The correct option is D $2\pi \sqrt{\frac{m{d}^2}{2k\lambda q}}$


Given,
charge of the particle$=q$,
mass of the charge$=m$,
charge per unit length of the wire$=\lambda$,
perpendicular distance between the charge and wire$=d$.

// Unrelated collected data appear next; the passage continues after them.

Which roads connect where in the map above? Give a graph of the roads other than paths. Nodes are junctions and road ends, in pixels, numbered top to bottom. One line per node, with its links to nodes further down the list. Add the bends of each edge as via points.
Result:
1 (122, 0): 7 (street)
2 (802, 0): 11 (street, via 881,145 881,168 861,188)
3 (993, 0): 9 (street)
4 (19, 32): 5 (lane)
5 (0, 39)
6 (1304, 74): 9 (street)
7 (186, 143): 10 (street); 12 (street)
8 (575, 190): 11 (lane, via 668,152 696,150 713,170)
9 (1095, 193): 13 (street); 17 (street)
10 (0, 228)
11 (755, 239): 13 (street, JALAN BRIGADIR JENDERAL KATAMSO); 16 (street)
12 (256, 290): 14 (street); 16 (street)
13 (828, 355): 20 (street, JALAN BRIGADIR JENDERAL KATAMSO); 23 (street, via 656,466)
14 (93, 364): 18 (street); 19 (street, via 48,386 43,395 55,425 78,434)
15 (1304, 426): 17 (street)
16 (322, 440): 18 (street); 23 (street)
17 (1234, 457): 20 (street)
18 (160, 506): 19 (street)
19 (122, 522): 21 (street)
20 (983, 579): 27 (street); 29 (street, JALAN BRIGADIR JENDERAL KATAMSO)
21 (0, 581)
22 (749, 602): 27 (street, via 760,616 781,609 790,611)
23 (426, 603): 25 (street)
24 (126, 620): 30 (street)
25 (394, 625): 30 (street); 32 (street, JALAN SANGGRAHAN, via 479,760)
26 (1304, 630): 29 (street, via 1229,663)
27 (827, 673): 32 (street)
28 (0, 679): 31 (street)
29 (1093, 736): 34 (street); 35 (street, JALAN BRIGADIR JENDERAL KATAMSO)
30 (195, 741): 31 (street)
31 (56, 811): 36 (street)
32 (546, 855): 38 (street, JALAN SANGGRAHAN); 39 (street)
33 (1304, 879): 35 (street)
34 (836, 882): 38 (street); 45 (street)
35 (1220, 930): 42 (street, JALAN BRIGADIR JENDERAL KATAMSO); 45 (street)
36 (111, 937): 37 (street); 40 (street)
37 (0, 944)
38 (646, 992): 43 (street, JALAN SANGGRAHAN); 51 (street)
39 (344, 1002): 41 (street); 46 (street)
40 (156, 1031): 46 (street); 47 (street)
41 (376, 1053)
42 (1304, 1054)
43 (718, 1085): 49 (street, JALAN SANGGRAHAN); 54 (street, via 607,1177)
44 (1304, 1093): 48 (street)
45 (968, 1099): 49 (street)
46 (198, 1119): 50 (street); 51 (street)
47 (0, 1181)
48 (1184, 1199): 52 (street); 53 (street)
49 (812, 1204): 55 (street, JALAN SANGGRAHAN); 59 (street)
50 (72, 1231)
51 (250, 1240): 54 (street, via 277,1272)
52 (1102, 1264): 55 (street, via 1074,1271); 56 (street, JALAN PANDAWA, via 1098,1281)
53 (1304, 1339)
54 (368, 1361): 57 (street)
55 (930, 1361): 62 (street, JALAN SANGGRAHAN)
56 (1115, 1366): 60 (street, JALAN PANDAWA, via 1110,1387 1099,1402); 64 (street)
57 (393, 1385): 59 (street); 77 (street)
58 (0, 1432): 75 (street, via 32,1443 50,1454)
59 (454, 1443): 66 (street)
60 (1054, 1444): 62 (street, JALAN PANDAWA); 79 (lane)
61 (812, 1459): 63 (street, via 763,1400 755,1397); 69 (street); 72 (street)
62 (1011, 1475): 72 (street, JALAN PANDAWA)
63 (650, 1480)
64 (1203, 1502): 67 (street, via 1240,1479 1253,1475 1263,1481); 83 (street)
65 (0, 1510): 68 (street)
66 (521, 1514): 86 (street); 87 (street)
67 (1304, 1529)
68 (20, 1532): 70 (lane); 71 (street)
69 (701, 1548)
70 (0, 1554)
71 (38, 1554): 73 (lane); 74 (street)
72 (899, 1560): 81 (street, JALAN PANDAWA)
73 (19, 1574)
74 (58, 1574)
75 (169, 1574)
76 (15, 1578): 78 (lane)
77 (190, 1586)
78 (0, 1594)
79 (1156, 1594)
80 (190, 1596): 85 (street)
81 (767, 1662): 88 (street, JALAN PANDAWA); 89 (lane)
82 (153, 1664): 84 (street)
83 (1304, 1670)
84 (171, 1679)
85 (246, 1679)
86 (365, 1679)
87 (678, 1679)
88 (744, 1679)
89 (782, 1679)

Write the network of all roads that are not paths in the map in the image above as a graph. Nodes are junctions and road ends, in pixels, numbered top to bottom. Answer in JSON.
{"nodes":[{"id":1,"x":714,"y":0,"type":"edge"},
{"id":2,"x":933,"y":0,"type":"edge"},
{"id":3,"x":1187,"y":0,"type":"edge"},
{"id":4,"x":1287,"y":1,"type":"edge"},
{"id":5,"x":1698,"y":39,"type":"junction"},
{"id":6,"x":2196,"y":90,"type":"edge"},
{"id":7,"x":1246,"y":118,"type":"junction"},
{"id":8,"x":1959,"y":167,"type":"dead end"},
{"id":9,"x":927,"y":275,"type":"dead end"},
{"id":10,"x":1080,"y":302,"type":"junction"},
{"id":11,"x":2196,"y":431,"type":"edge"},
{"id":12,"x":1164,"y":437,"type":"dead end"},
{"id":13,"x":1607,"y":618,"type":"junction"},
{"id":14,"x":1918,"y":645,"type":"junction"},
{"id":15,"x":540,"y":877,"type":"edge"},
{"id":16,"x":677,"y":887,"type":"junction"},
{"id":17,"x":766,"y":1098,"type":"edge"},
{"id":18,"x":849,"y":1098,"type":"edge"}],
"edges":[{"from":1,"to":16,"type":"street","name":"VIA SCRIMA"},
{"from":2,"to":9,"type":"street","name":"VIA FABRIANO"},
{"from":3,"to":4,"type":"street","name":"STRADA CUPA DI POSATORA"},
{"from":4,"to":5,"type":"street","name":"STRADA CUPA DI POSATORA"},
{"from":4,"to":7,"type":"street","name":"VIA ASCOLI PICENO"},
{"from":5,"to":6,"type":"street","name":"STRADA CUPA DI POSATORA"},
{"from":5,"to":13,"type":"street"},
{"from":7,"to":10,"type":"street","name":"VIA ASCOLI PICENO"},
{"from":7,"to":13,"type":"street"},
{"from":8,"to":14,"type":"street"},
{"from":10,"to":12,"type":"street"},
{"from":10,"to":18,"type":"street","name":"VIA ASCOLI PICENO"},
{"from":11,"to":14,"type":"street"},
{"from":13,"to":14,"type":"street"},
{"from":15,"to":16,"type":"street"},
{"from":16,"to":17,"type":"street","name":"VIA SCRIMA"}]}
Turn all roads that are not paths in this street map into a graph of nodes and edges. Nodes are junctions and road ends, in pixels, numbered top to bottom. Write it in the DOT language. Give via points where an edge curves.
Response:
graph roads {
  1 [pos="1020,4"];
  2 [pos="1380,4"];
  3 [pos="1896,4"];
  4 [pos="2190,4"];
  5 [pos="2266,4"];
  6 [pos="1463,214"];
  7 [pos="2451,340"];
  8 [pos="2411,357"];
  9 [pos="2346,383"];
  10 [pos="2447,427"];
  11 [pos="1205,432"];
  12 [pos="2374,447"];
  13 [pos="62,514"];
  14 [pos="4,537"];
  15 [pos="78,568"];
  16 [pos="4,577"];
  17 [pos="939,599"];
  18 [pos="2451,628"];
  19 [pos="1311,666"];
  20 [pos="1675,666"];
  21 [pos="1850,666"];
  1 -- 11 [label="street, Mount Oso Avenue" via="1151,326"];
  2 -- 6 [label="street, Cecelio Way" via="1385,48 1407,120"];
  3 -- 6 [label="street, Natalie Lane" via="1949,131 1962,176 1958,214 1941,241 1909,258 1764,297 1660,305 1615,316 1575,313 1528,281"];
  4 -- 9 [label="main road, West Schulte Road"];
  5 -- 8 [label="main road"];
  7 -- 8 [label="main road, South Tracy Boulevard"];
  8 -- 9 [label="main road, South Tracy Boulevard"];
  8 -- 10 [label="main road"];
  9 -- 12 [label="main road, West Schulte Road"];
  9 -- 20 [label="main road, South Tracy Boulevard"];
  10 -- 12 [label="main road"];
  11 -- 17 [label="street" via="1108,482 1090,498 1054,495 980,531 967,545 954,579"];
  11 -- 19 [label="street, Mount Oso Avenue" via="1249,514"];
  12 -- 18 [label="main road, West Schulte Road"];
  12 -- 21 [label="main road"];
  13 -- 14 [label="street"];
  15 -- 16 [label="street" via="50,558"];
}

At equilibrium position weight of the particle is balanced by the electric force, $$mg=qE...\left(1\right)$$ Electric field due to a infinite wire having charge density $\lambda$ is, $$E=\frac{2k\lambda }{d}...\left(2\right)$$From equation $\left(1\right)$ and $\left(2\right)$, we have

$mg=q\left(\frac{2k\lambda }{d}\right)...\left(3\right)$


Now if the particle is slightly displaced by a distance $x$ (where $x<<d$), the net force on the body,

$F_{net}=\frac{2k\lambda q}{d+x}-mg...\left(4\right)$

From equation $\left(3\right)$ and $\left(4\right)$, we have

$F_{net}=\frac{2k\lambda q}{d+x}-\frac{2k\lambda q}{d}$

$\Rightarrow F_{net}=\frac{-2k\lambda qx}{d(d+x)}$

As $x<<d$

$\Rightarrow F_{net}=\frac{-2k\lambda qx}{d^2}$

If $a$ is the acceleration of the charged particle due to force $F_{net}$, then

$\Rightarrow a=\frac{F_{net}}{m}-\frac{-2k\lambda qx}{m{d}^2}$

Comparing this with the equation of $\text{SHM}$, $a=-{\omega }^{2}x$ we get, angular velocity of the motion of particle,

${\omega }^2=\frac{2k\lambda q}{m{d}^2}$

$\Rightarrow \omega =\sqrt{\frac{2k\lambda q}{m{d}^2}}$

Therefore, the time period of the motion,

$T=\frac{2\pi }{\omega }$

$\therefore T=2\pi \sqrt{\frac{m{d}^2}{2k\lambda q}}$

Hence, option (d) is the correct answer.